ENTRIES PROVIDED.

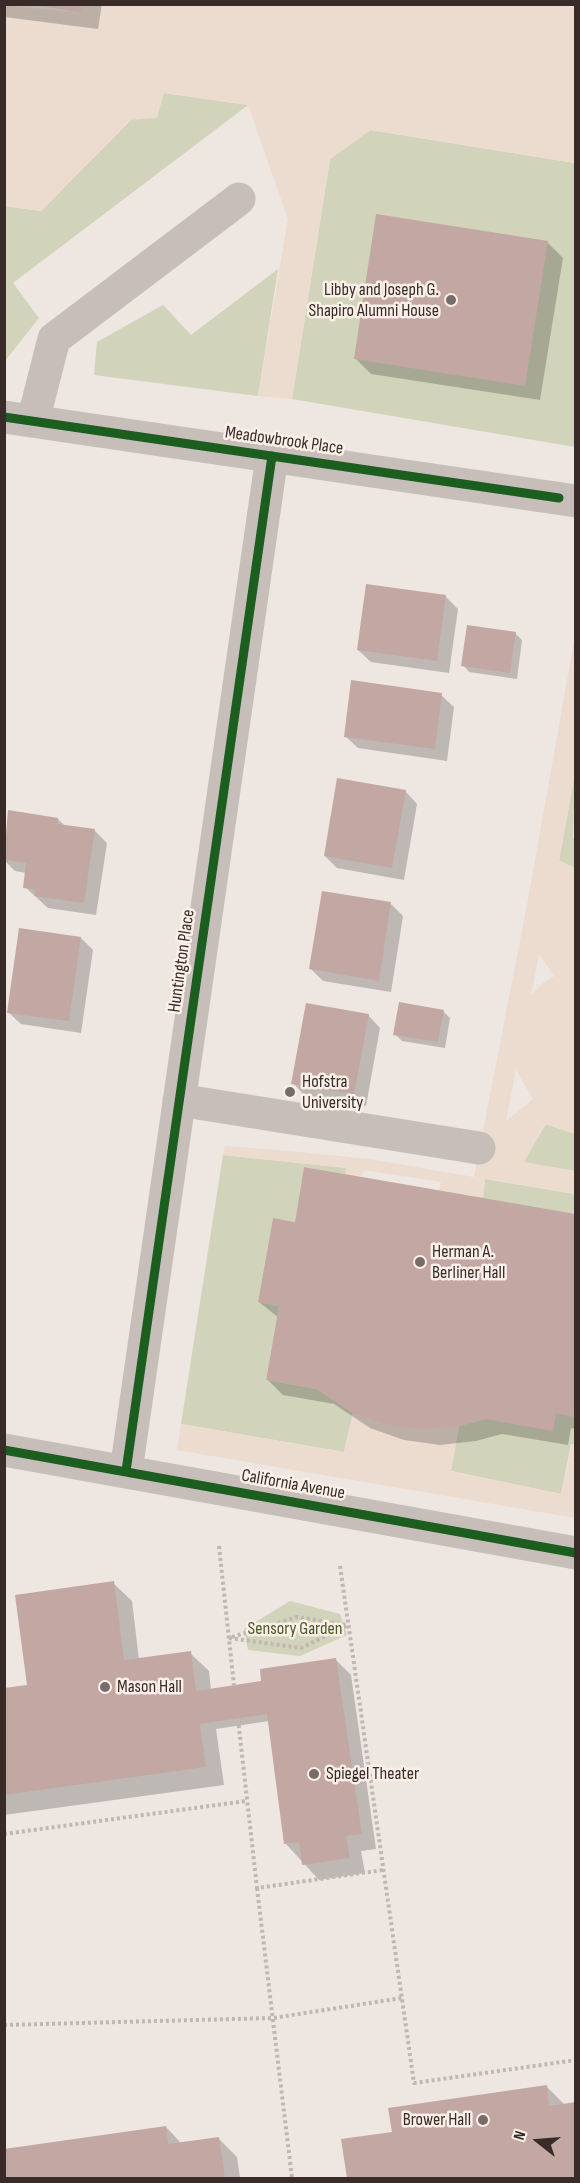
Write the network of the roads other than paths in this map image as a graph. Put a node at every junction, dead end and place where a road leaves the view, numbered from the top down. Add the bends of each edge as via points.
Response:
1 (239, 200) dead end
2 (19, 419) edge
3 (272, 456) junction
4 (567, 499) edge
5 (179, 1100) junction
6 (479, 1148) dead end
7 (4, 1450) edge
8 (126, 1471) junction
9 (576, 1553) edge

1 - 2 street via 54,339
2 - 3 street, Meadowbrook Place
3 - 4 street, Meadowbrook Place
3 - 5 street, Huntington Place
5 - 6 street
5 - 8 street, Huntington Place
7 - 8 street, California Avenue
8 - 9 street, California Avenue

WHAT THIS TASK INVOLVES.
If any image appears in the entries, omit it and return the rest verbatim.

TASK ANSWER.
Write the network of the roads other than paths in this map image as a graph. Put a node at every junction, dead end and place where a road leaves the view, numbered from the top down. Add the bends of each edge as via points.
Response:
1 (239, 200) dead end
2 (19, 419) edge
3 (272, 456) junction
4 (567, 499) edge
5 (179, 1100) junction
6 (479, 1148) dead end
7 (4, 1450) edge
8 (126, 1471) junction
9 (576, 1553) edge

1 - 2 street via 54,339
2 - 3 street, Meadowbrook Place
3 - 4 street, Meadowbrook Place
3 - 5 street, Huntington Place
5 - 6 street
5 - 8 street, Huntington Place
7 - 8 street, California Avenue
8 - 9 street, California Avenue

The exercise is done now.